Era el momento ideal para una entrevista con alguien que, para entonces, no era tan fácil encontrar, bien por sus compromisos socio-intelectuales, o bien porque su estancia en El Salvador no era estable. El tiempo se anunciaba corto y, por tanto, aprovechable. Yo precisaba de una exposición corrida de Toño Salazar, para una ligera semblanza suya, muy sintetizada. Inició contándome su orgullo de ser tecleño-salvadoreño, su parentesco -primo- con Salarrué y su viaje a México en 1920, mediante beca, para estudiar arte pictórico. En 1923, se va a Paris y allá, durante su ejercicio diplomático, entabla amistad con destacados intelectuales, artistas y bohemios, de la época…
- ¿Entonces, fue allá donde hizo amistad con Nicolás Guillén, poeta cubano y embajador de Cuba en Paris…? -me atreví a preguntarle, conocedor yo de que Toño y Guillén, habían sido muy amigos.
- Claro… Ah, Nicolás, Nicolás…- me contestó entusiasmado, al tiempo que, con evocadores recuerdos humanísticos, me narraba anécdotas suyas con el poeta cubano.
Toño Salazar fue viajero sin límites: México, New York, Paris, Buenos Aires, Montevideo… y en todas aquellas capitales, quedó el sello de su envidiable arte, mediante caricaturas de famosos, cartones políticos, ilustraciones de corte clásico, todas consideradas, por la exigente crítica, verdaderas obras de arte. Son incontables las muestras de caricaturas de personalidades del mundo, especialmente de intelectuales; Picasso, García Lorca, Darío, Claudia Lars, Unamuno, Mark Twain, Joyce, Dalí, Neruda, Golda Meir, García Márquez, Salarrué… y del mimo Toño Salazar, entre muchísimas más. Sobre las motivación/realización de su obra, solía decir: “Los dibujos nacieron, aparecieron, en los mármoles de las mesas de los cafés, en los manteles manchados de vino, en pedazos de papel secante y sobres ajados y melancólicos…”. Tales eran, sin duda, la expresión y vivencias genuinas de un también genuino artista bohemio.
Después de más de dos décadas de vida diplomática, alternada con las delicias del arte, Toño Salazar regresó para quedarse en El Salvador y, por aquellos aciertos de justicia intelectual que, a veces, se dan en el contexto nacional, en 1978 Toño Salazar recibió el Premio Nacional de Cultura, merecido homenaje a un hombre, cuyo talento dio a conocer a El Salvador en distintos países del mundo, como persona, gran caricaturista y diplomático.
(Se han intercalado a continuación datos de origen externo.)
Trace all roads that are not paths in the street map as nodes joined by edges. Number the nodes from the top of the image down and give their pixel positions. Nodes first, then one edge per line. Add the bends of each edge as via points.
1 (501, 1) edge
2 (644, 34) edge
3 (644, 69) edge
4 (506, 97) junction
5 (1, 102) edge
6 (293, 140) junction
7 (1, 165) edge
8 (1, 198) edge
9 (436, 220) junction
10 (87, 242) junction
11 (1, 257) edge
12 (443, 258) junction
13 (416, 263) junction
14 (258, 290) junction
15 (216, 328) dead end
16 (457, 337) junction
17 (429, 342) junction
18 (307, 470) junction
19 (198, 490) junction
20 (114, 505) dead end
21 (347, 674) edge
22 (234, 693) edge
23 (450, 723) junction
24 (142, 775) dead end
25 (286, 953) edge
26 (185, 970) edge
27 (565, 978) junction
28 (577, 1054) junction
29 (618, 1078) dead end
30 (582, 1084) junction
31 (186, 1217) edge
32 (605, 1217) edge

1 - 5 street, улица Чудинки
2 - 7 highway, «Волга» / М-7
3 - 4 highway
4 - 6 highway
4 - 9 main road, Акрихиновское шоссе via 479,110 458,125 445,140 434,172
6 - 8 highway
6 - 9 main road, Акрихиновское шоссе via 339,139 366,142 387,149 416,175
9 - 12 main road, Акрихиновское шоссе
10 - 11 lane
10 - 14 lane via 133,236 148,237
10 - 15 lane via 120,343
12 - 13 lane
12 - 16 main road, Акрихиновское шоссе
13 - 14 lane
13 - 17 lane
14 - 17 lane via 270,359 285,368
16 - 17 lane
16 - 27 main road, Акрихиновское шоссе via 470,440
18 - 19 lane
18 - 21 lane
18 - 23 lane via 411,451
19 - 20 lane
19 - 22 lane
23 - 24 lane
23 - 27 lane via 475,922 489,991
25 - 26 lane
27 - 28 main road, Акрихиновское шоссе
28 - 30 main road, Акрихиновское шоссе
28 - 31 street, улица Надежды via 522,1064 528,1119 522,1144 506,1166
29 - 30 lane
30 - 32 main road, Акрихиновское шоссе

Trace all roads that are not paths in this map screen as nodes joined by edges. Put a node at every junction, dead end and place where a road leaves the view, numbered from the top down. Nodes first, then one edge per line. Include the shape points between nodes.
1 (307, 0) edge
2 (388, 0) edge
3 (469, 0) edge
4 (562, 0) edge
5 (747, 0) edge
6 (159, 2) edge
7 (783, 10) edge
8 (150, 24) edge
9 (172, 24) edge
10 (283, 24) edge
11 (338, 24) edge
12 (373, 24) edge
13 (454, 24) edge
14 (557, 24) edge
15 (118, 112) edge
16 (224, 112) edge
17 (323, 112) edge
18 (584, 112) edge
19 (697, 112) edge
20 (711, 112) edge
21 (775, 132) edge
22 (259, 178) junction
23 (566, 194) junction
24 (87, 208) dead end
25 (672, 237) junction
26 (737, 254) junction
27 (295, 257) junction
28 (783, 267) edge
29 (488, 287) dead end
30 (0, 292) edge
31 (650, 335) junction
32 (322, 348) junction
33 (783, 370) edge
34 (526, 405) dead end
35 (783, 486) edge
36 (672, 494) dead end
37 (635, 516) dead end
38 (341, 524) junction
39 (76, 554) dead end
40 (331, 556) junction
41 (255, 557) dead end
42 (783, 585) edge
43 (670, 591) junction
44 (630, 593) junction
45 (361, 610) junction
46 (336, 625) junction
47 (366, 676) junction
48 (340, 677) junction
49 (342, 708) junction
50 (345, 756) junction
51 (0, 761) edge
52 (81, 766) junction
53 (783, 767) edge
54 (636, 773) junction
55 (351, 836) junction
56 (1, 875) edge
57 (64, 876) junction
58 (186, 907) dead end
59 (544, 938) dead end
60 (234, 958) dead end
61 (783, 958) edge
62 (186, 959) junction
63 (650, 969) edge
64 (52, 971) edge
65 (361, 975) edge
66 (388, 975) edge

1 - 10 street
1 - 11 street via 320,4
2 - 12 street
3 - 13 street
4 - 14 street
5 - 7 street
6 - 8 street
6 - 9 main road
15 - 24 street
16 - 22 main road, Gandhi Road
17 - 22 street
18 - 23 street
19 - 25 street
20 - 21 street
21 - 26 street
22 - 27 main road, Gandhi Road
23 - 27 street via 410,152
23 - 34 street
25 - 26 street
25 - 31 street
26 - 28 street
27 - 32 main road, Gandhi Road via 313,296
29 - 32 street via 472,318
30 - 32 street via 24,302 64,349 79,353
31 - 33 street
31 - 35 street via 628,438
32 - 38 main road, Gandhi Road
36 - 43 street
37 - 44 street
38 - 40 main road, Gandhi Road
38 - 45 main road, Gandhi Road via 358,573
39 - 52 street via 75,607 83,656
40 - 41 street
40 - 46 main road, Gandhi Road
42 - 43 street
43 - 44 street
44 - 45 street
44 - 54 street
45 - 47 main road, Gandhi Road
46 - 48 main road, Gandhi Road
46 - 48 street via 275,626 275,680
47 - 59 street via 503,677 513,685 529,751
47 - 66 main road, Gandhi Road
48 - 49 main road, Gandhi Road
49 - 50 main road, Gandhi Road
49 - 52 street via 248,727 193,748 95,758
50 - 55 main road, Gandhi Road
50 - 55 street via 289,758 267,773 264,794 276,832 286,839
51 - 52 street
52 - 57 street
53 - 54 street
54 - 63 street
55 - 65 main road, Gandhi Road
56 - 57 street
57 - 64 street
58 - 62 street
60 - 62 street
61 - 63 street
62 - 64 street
Como todo, un día de 1986, Toño Salazar también se fue. Aquejado de grave enfermedad, Toño murió. Se fue un 31 de diciembre, como se van los años en todos los diciembres. Siempre recordaré la noche aquella, en la que pude conocerlo y disfrutar su amena conversación, que sería como la puerta de entrada a una amistad brevísima, pero muy apreciada, como para hace realidad un deseo mío de hacía mucho tiempo. Ahora, el artista es sólo recuerdo, perpetuado en su magnífica y universalizada obra. Obra producto de la recia personalidad de Toño Salazar, expresada a través de un lenguaje puro, con acento aristocrático, aunque sencillo y claro; o sea, la conjugación auténtica del intelectual y el diplomático, que supo honrar y enaltecer el nombre de El Salvador, durante varias décadas.